L’evento è una presenza pura, è l'immediato, non dà spiegazione, si presenta e basta. Solo mediante la nostra esperienza e la conseguente elaborazione mentale diamo riconoscibilità a ciò che accade.
Quando noi rappresenteremo la foglia di un albero che cade a terra, non facciamo altro che mostrarla attraverso segni creati dalla nostra capacità di analisi. Non saremo in grado di tradurre l’evento se non ancora esperito, poiché è la significazione dell’evento stesso che dà la maniera di rappresentarlo. Se fossimo di fronte ad un fenomeno a noi ancora sconosciuto, per poterlo tradurre cercheremo nel nostro archivio mentale un possibile fenomeno simile il quale, tramite la sua somiglianza, ci darebbe modo di classificare tale evento. Questo metodo potrebbe, però, fallire in quanto non sempre la somiglianza è sinonimo di uguaglianza. Non avremo ancora, perciò, i segni adatti a tradurre il fenomeno.

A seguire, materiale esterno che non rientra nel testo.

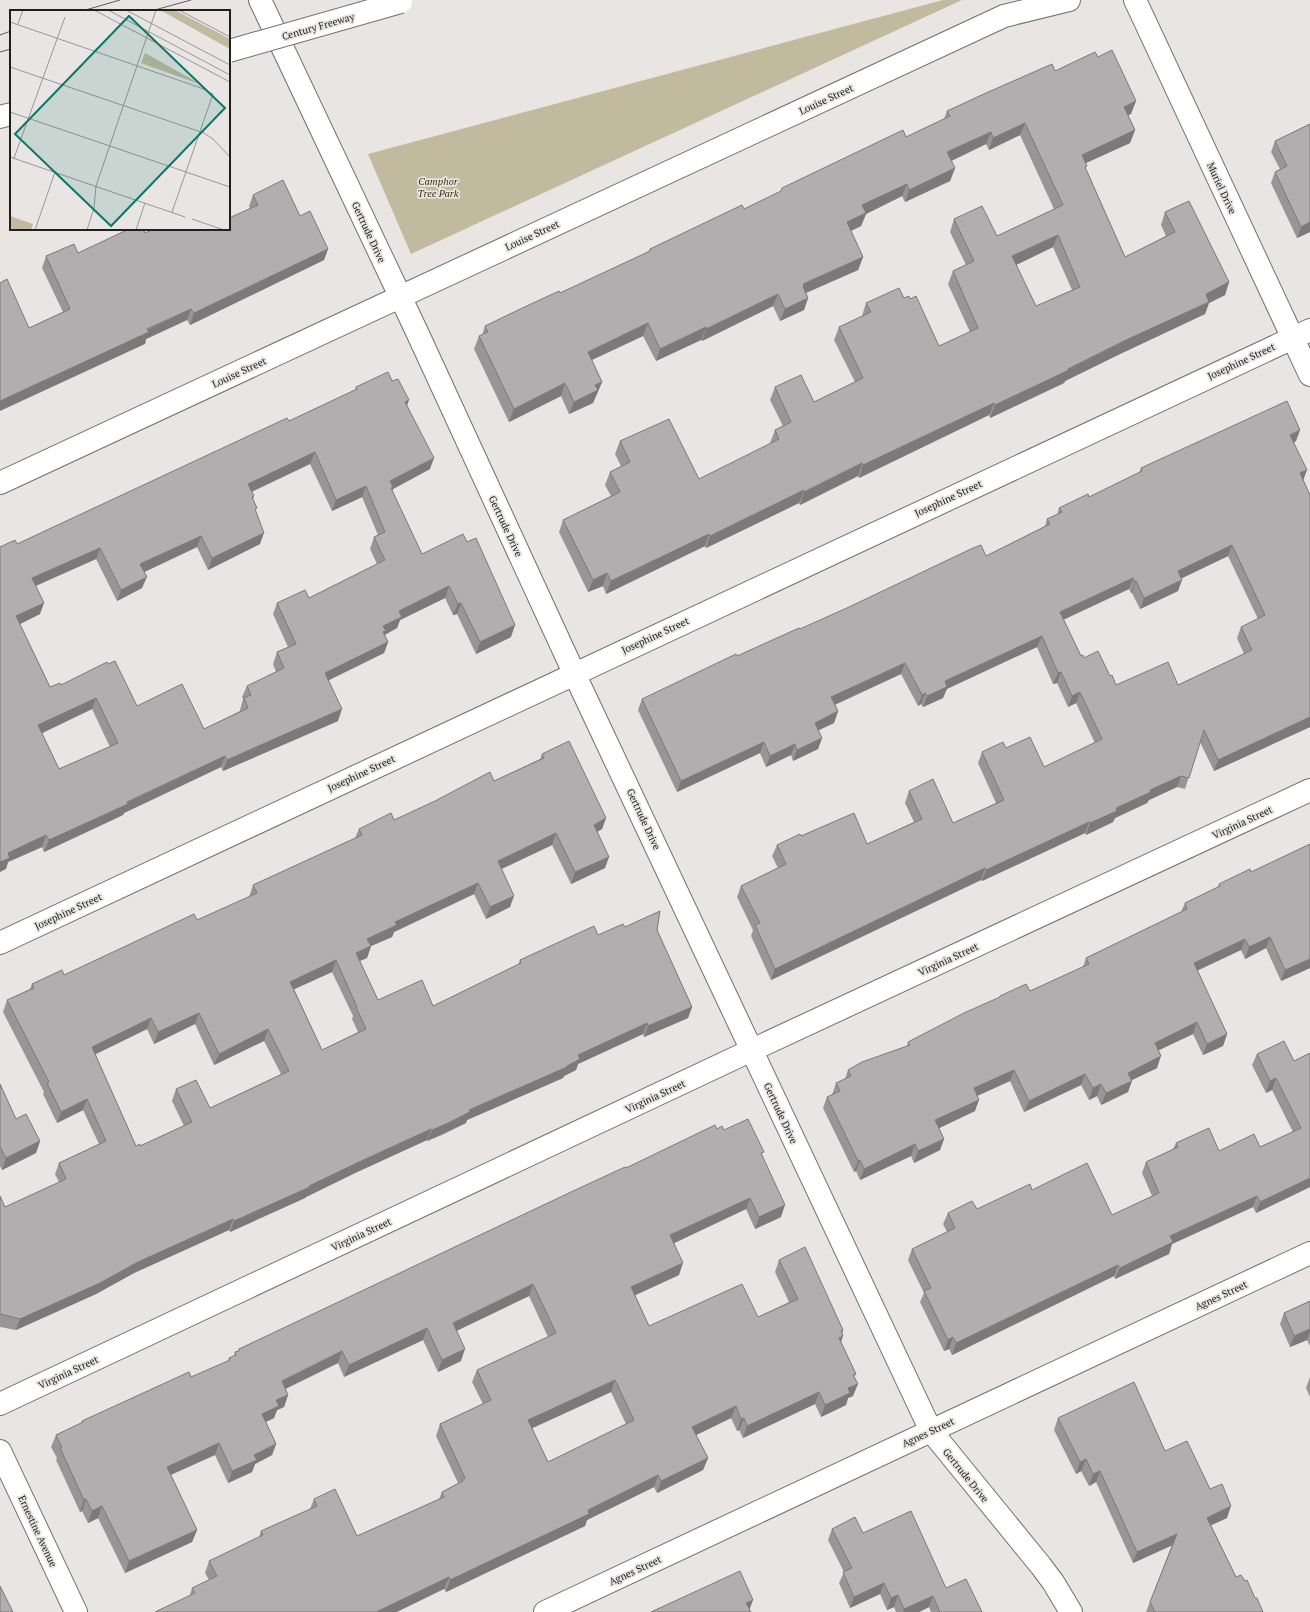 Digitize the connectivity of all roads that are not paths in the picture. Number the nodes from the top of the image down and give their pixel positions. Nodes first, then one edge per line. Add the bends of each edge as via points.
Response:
1 (260, 0) edge
2 (1069, 0) edge
3 (1135, 0) edge
4 (404, 1) edge
5 (230, 51) edge
6 (10, 114) edge
7 (0, 117) edge
8 (400, 297) junction
9 (1301, 333) edge
10 (1310, 376) edge
11 (0, 483) edge
12 (574, 673) junction
13 (1310, 790) edge
14 (0, 943) edge
15 (752, 1050) junction
16 (1310, 1253) edge
17 (0, 1404) edge
18 (930, 1431) junction
19 (0, 1451) edge
20 (76, 1612) edge
21 (546, 1612) edge
22 (1071, 1612) edge

1 - 8 main road, Gertrude Drive
2 - 8 main road, Louise Street via 1004,16
3 - 9 main road, Muriel Drive
4 - 5 main road, Century Freeway, bridge
6 - 7 main road
8 - 11 main road, Louise Street
8 - 12 main road, Gertrude Drive
9 - 10 main road, Muriel Drive
9 - 12 main road, Josephine Street
12 - 14 main road, Josephine Street
12 - 15 main road, Gertrude Drive
13 - 15 main road, Virginia Street
15 - 17 main road, Virginia Street
15 - 18 main road, Gertrude Drive
16 - 18 main road, Agnes Street
18 - 21 main road, Agnes Street
18 - 22 main road, Gertrude Drive via 1041,1566
19 - 20 main road, Ernestine Avenue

In alcuni linguaggi — arte, politica — l’uomo tende a creare fenomeni incomprensibili. Chi per sperimentare nuove strade, chi per portare a proprio vantaggio gli effetti. In questi casi si affronterà l’evento con stupore, destabilizzazione, spiazzamento: tutti atteggiamenti che rendono il lettore indifeso e per questo manipolabile da chi adotta tale linguaggio. Solo dopo l’identificazione dell’evento e la sua concettualizzazione il lettore avrà consapevolezza dell’accaduto.
Sono libero, quindi, se mi esprimo con lo stesso linguaggio utilizzato dal sistema, con la conseguente condizione di poter essere ricattabile e controllato?
Posso ancora esprimermi liberamente se a una domanda del sistema offro una creazione adoperando l’identico linguaggio in cui si esprime il sistema, il quale richiede rappresentazioni di fenomeni ben riconoscibili, decifrati e consolatori?


* Pierantonio Tanzola (Udine, 5 maggio 1963) è pittore, fotografo e filmaker. Vive e lavora a Padova. Ha esposto le sue opere in prestigiose gallerie italiane ed estere. Collabora con alcune riviste letterarie tra le quali Panta (Bompiani), Nuovi Argomenti (Mondadori). Con lo scrittore Marco Mancassola ha pubblicato il libro Il ventisettesimo anno (Minimumfax 2005), dove sono inserite alcune sue fotografie. Come filmaker realizza Omissis; I frutti del fuoco; Carol Rama – Novanta e il film intervista sul grande artista Antonio Lopez Garcia. Nel 2011 il Vittoriale degli Italiani gli commissiona il docu-film Sebastiano. Collabora con la casa editrice Allemandi eseguendo ritratti fotografici per le monografie su artisti contemporanei. Per SEA aeroporti Milano e la Provincia di Milano ha realizzato il servizio fotografico e il documentario dedicati a I sette Savi, di Fausto Melotti, con la cura di Angela Vettese.